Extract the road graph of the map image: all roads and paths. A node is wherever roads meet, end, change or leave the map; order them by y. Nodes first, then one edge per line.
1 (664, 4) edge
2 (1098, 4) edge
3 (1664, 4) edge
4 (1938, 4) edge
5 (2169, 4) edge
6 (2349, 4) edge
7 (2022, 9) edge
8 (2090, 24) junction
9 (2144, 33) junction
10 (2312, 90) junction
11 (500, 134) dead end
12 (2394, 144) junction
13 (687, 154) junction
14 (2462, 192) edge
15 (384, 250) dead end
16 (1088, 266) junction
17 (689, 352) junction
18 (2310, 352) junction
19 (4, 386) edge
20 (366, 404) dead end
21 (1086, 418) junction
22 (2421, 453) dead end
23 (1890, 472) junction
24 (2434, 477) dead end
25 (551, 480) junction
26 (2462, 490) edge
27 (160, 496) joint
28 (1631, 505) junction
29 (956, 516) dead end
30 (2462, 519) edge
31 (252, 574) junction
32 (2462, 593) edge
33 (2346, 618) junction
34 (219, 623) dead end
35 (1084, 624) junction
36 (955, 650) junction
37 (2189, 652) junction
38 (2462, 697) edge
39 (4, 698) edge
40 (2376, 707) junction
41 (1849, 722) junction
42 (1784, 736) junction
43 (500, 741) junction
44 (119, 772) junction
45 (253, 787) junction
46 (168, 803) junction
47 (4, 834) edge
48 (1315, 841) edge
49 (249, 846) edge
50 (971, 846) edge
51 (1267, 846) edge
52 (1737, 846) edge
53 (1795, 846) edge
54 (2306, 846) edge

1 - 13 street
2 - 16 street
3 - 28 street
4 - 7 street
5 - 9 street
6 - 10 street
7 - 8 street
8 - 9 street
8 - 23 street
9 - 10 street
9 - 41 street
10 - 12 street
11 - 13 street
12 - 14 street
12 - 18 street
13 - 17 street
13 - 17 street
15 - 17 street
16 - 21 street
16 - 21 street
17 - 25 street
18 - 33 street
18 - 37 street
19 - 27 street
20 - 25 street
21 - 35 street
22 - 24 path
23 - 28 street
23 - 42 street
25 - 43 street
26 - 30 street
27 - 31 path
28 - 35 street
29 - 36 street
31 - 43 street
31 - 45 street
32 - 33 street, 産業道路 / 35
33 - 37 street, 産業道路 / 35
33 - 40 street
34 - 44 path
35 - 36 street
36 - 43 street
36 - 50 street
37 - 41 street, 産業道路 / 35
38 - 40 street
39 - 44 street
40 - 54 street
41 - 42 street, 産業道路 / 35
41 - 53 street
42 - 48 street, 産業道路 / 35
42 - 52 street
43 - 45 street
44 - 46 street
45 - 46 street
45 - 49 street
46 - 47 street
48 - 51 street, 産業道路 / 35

◆ ◆ ◆ ◆ ◆ ◆ ◆

Task prompt -
Find the word "dead" in the listing above. Copy each line where it appears.

Answer -
11 (500, 134) dead end
15 (384, 250) dead end
20 (366, 404) dead end
22 (2421, 453) dead end
24 (2434, 477) dead end
29 (956, 516) dead end
34 (219, 623) dead end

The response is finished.